Turkish Dried Apricots Hold Firm as New-Crop Harvest Edges Closer
Turkish dried apricot prices stay firm in mid-June 2026 as Malatya harvest is delayed slightly. Tight old-crop stocks and warm, dry weather support the market.
Prices & Spreads
FOB Malatya/Ankara quotations in EUR (converted from current USD-level market indications where necessary) show a flat curve versus one week ago. Conventional unsulphured sizes are clustered around the high‑single‑digit EUR/kg level, while organic retains a premium of roughly EUR 1.3–1.8/kg. Sulphured grades remain slightly cheaper but have eased only a few euro‑cents on mid‑sizes.
In EU warehouses (e.g. Netherlands, Poland), FCA prices for Turkish dried apricots remain discounted versus FOB Turkey, with no. 5–8 sizes broadly around EUR 5.2–6.0/kg, reflecting logistics and stock already in place in Europe rather than weakness at origin.
Supply, Demand & New‑Crop Outlook
Turkey — particularly Malatya — continues to dominate global dried apricot supply, accounting for the majority of world production and exports. Export data up to May indicate that 2025‑crop exports were dramatically lower than normal and that Turkey has effectively sold out of that crop, with negligible carryover now reported in origin and consuming countries.
For the 2026 crop, industry sources report that the bloom in Malatya this spring was largely frost‑free, allowing a clearer assessment of tree health after the extreme cold damage in 2025. Nonetheless, a material share of orchards is still considered lost or severely weakened, implying that potential production, while improved on last year, may remain structurally below historical highs.
Market commentary this week highlights slight delays to the start of harvest due to earlier cool conditions and some localised hail, with fresh table apricot picking now expected only towards the end of June and drying fruit following thereafter. This minor shift tightens nearby availability further, explaining why origin prices have not softened despite expectations in some importing markets for cheaper new‑crop offers.

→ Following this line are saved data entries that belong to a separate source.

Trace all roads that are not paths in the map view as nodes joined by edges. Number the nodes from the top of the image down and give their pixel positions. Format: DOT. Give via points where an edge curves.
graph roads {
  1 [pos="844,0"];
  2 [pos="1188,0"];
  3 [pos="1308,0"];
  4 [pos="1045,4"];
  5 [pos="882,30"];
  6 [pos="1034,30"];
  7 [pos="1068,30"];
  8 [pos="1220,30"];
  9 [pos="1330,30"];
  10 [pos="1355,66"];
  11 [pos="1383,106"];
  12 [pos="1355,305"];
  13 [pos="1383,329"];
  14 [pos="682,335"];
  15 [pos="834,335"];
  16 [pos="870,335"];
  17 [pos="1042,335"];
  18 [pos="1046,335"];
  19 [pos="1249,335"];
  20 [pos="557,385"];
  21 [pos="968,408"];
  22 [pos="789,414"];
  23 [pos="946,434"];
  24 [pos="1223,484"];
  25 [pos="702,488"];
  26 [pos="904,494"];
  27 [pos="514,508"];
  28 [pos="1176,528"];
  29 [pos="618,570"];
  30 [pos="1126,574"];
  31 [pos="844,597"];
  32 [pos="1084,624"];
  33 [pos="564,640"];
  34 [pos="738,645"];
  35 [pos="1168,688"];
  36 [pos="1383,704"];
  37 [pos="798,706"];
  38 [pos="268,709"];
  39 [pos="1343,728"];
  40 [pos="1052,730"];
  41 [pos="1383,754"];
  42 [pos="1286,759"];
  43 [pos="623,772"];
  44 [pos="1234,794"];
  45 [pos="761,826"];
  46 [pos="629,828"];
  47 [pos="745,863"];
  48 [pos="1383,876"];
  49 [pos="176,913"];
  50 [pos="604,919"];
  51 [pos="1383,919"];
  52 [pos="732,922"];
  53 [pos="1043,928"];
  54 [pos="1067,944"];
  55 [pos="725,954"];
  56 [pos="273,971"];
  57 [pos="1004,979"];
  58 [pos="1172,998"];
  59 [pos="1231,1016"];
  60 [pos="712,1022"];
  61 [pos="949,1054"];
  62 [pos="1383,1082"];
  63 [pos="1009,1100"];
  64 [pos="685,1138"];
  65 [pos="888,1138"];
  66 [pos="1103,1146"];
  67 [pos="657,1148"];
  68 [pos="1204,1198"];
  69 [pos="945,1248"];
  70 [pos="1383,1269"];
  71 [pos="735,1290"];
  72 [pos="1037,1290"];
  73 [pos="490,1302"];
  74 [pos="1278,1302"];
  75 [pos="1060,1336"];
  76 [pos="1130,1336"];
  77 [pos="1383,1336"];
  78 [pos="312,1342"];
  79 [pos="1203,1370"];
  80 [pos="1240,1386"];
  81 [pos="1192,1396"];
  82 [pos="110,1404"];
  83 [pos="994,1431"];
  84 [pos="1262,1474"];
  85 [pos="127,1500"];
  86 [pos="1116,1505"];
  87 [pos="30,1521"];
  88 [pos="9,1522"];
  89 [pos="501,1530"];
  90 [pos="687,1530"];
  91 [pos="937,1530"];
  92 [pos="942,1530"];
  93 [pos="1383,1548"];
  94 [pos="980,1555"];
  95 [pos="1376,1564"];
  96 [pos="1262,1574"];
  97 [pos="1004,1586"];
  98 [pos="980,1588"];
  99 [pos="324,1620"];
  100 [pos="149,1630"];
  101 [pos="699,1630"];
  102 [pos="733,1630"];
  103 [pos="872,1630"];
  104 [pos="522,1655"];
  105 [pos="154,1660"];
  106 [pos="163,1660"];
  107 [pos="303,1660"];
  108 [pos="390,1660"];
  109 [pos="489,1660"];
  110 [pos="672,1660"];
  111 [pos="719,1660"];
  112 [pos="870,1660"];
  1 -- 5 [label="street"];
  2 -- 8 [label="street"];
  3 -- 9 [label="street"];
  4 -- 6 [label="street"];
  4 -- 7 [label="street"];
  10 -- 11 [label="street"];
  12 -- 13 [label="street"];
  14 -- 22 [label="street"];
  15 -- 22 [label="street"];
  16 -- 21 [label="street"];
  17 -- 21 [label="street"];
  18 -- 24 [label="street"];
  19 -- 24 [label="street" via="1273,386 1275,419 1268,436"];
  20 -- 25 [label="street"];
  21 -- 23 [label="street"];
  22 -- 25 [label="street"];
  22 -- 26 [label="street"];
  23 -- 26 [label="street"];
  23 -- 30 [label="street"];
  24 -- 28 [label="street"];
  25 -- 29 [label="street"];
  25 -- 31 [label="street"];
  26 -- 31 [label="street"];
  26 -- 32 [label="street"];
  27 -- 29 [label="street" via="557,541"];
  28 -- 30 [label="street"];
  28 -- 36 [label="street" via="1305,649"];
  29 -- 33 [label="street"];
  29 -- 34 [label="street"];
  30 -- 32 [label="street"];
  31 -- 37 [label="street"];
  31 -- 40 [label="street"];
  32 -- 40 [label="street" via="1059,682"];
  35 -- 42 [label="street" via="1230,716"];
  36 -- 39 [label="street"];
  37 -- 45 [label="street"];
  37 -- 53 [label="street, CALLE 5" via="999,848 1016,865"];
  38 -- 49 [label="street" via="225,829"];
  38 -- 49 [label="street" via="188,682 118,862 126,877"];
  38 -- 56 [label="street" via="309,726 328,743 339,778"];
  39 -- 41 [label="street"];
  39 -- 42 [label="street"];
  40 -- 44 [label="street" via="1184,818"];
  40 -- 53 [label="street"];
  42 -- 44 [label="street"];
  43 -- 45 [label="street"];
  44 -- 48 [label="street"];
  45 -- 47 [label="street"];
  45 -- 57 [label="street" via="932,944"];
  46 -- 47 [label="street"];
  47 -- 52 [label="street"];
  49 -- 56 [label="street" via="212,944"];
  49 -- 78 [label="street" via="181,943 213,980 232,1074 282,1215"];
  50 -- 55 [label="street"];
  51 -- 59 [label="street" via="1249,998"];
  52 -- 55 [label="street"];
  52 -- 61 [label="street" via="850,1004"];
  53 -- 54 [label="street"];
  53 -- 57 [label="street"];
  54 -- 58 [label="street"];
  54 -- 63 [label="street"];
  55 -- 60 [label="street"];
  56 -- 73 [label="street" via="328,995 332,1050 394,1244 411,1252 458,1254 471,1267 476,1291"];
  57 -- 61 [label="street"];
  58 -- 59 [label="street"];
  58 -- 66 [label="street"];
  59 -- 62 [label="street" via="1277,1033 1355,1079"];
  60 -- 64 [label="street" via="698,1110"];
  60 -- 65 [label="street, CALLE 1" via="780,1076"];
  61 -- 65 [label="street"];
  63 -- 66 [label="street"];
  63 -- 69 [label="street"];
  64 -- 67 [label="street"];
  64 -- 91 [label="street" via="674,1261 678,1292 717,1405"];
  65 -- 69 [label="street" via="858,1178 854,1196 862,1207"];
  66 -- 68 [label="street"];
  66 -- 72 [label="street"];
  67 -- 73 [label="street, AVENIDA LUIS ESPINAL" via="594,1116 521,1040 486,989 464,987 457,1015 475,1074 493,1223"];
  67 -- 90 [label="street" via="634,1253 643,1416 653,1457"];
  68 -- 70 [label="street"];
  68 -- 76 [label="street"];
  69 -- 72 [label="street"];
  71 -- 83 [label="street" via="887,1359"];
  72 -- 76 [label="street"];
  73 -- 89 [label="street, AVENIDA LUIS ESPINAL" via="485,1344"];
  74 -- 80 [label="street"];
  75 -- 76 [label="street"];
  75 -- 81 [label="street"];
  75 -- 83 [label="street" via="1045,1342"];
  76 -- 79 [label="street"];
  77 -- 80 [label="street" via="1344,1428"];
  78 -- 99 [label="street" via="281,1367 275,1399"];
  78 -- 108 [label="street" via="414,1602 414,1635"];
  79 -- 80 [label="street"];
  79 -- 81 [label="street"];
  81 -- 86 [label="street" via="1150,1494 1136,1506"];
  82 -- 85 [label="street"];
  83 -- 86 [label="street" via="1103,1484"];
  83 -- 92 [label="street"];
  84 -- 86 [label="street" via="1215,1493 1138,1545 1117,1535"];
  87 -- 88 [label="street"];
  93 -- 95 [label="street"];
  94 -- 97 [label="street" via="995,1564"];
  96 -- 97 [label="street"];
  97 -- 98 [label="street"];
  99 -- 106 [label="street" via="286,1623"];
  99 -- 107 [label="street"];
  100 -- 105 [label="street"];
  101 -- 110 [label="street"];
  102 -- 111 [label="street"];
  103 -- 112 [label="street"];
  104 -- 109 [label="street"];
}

Weather & Growing Conditions (TR)
Short‑term weather in Malatya is supportive of fruit sizing and sugar accumulation: forecasts for 18–20 June call for sunny, dry conditions with daytime highs around 31–33°C and lows 15–18°C. These stable, warm days follow earlier hail in parts of the province in late April and again in some districts last weekend, which caused localised damage but did not fundamentally alter overall crop prospects according to current assessments.
Ankara’s apricot‑growing basins face a slightly more unsettled pattern, with thunderstorms and cooler highs around 24–30°C in the coming two days before returning to more seasonable, partly sunny weather. At this stage, no major additional weather threat is in the 3‑day outlook, so the focus remains on how much fruit the surviving trees can carry rather than on immediate climatic risk.

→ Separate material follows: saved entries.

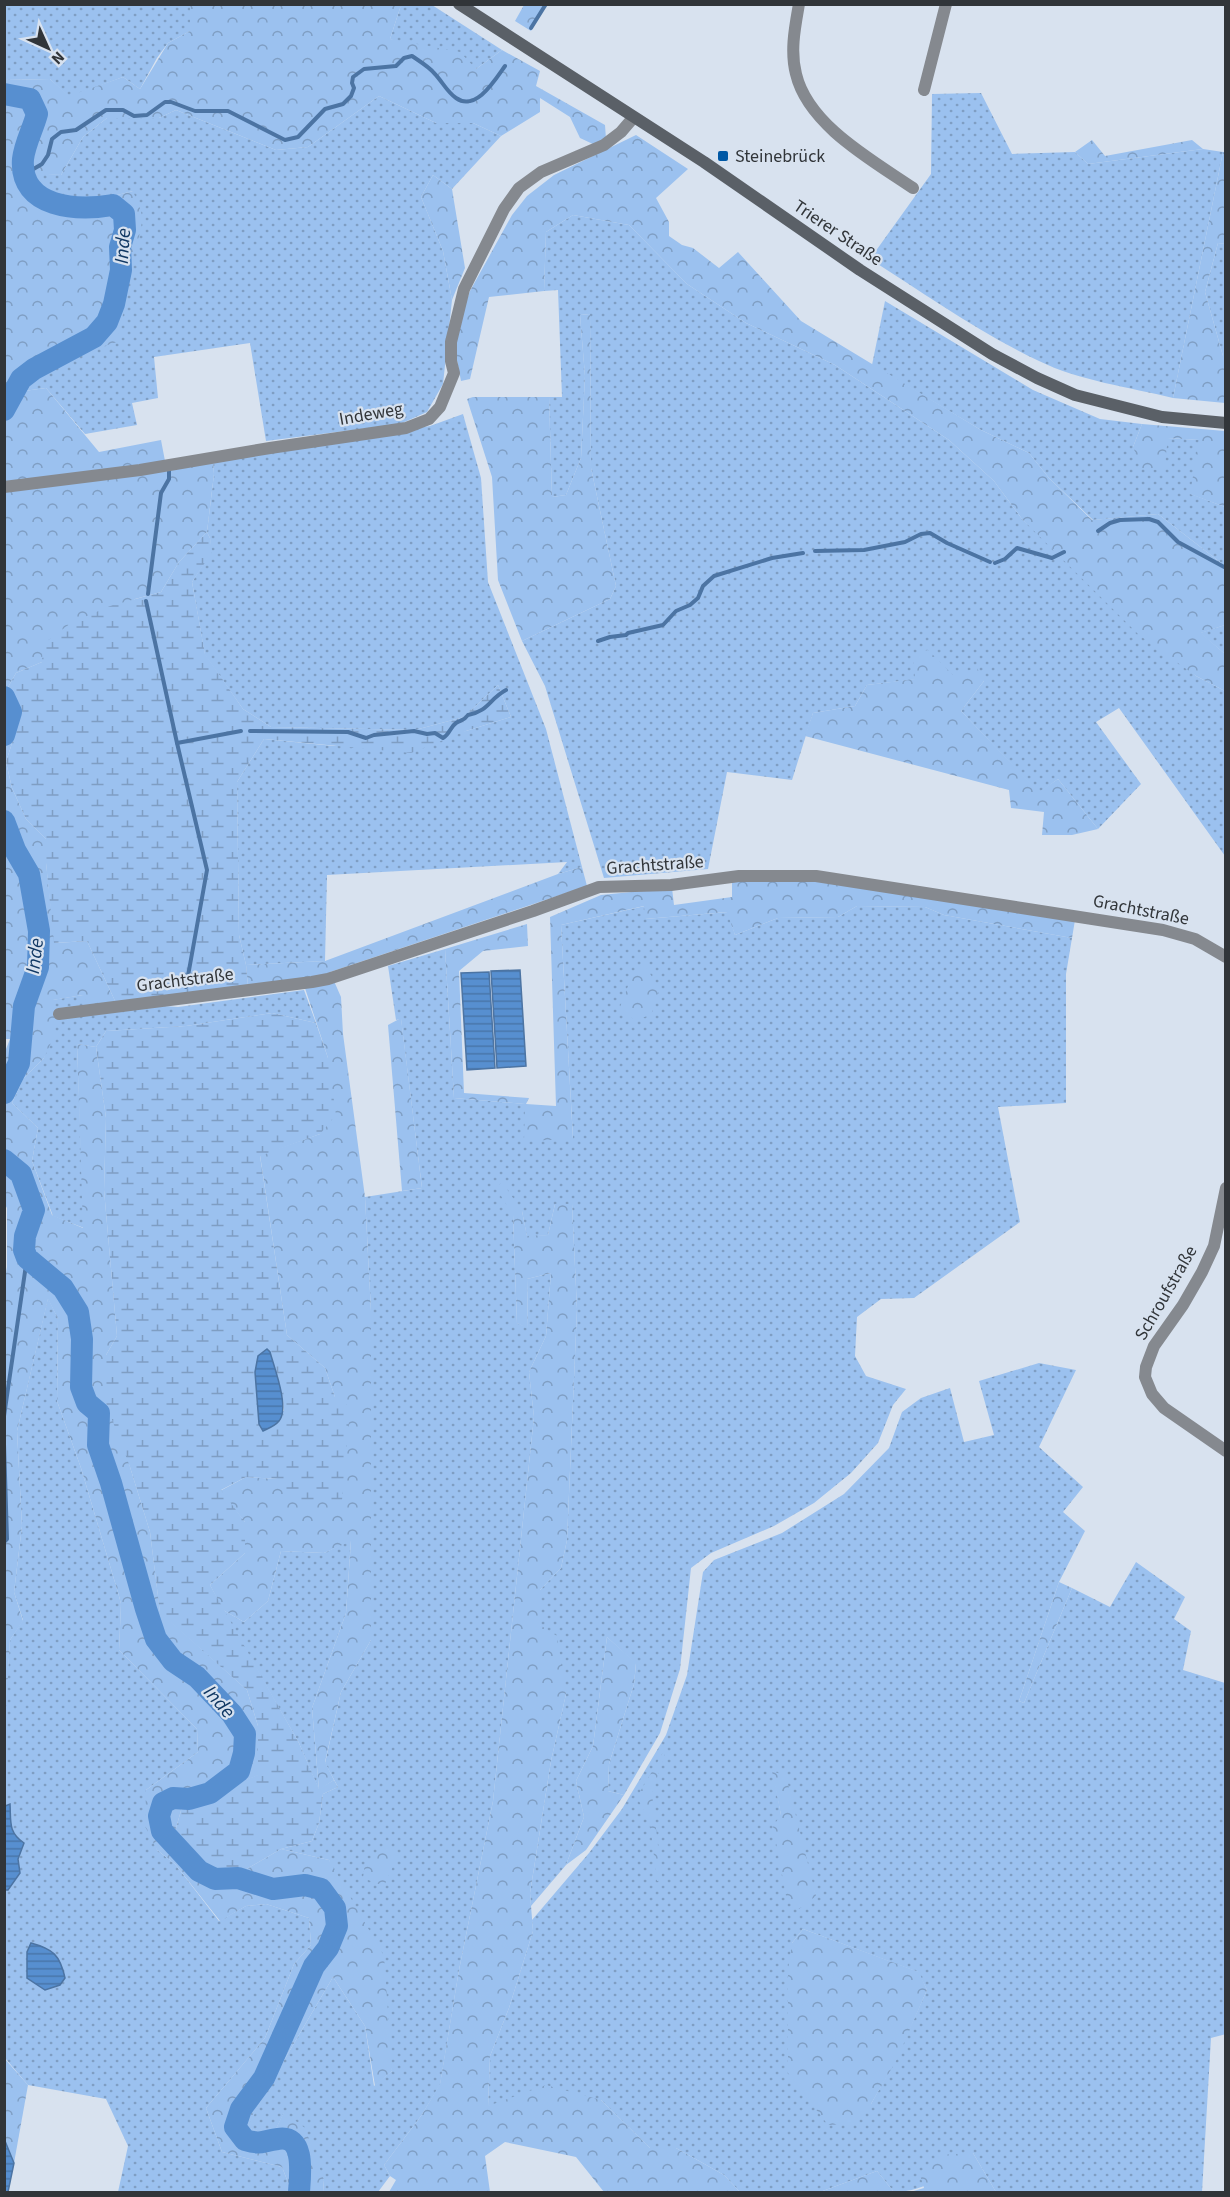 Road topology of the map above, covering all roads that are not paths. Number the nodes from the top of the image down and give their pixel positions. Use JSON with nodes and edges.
{"nodes":[{"id":1,"x":459,"y":4,"type":"edge"},
{"id":2,"x":799,"y":4,"type":"edge"},
{"id":3,"x":946,"y":4,"type":"edge"},
{"id":4,"x":924,"y":90,"type":"dead end"},
{"id":5,"x":633,"y":118,"type":"junction"},
{"id":6,"x":913,"y":188,"type":"dead end"},
{"id":7,"x":1226,"y":423,"type":"edge"},
{"id":8,"x":4,"y":486,"type":"edge"},
{"id":9,"x":1226,"y":957,"type":"edge"},
{"id":10,"x":59,"y":1014,"type":"dead end"},
{"id":11,"x":1226,"y":1188,"type":"edge"},
{"id":12,"x":1226,"y":1451,"type":"edge"}],
"edges":[{"from":1,"to":5,"type":"main road","name":"Trierer Straße"},
{"from":2,"to":6,"type":"street"},
{"from":3,"to":4,"type":"street"},
{"from":5,"to":7,"type":"main road","name":"Trierer Straße"},
{"from":5,"to":8,"type":"street","name":"Indeweg"},
{"from":9,"to":10,"type":"street","name":"Grachtstraße"},
{"from":11,"to":12,"type":"street","name":"Schroufstraße"}]}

Fundamentals & Market Sentiment
Fundamentally, the market is transitioning between a historically tight old‑crop situation and a cautiously optimistic but still uncertain new‑crop outlook. Exporters report that there have been virtually no offers from Malatya in recent weeks as stocks ran out and sellers held back ahead of harvest. This lack of liquidity underpins current price stability even as buyers resist paying further premiums.

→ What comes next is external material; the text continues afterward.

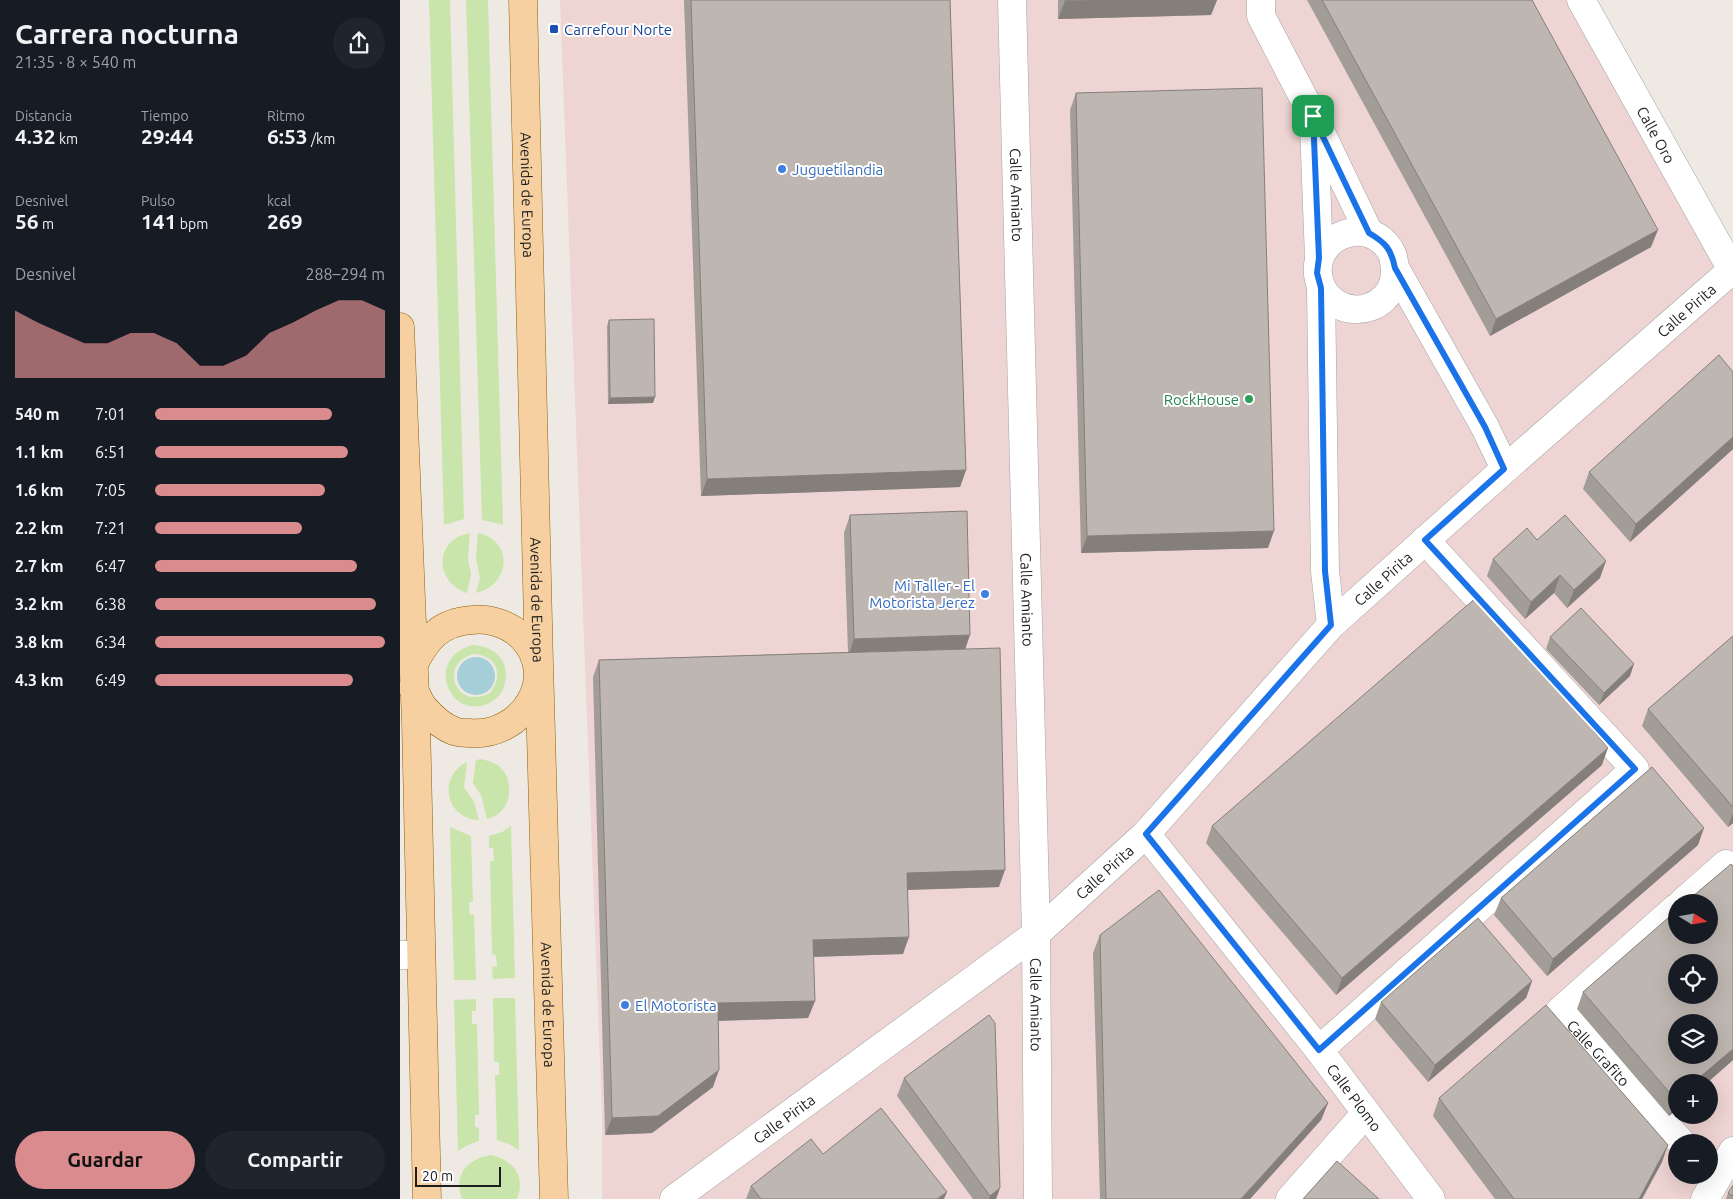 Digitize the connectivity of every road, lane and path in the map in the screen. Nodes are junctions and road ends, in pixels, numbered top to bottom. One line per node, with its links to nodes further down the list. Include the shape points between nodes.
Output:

Downstream, European demand is described as selective rather than aggressive. Importers are covering near‑term needs from existing FCA stocks in the EU while waiting for clearer new‑crop pricing and quality indications. Multiple Turkish exporters emphasise their organic and natural ranges from Malatya, hinting at ongoing structural growth in higher‑value segments, even if short‑term volumes are constrained.
Trading Outlook & 3‑Day Price View
Trading recommendations
- Buyers with Q3 needs: Consider securing a portion of coverage now at current FOB levels, especially for organic and large unsulphured sizes, given negligible carryover and only gradual recovery in orchard capacity.
- Short‑term spot users: Utilise FCA stocks in Europe where possible and avoid over‑committing before first concrete new‑crop offers and quality samples arrive from Malatya in late June/early July.
- Exporters in Turkey: Maintain offer discipline on premium grades; any early discounts should be targeted at smaller or lower‑spec lots to preserve overall price structure ahead of full harvest.
3‑day directional price indication (EUR)
- FOB Malatya – unsulphured no. 1–4: 8.0–8.8 EUR/kg, bias: sideways next 3 days (tight supply offsets harvest expectations).
- FOB Malatya/Ankara – sulphured no. 1–4: 8.1–8.6 EUR/kg, bias: sideways to very slightly softer on mid‑sizes if any last‑minute stock emerges.
- Organic unsulphured (TR origin, FOB): 9.3–10.4 EUR/kg, bias: firm/sideways with very limited availability and solid niche demand.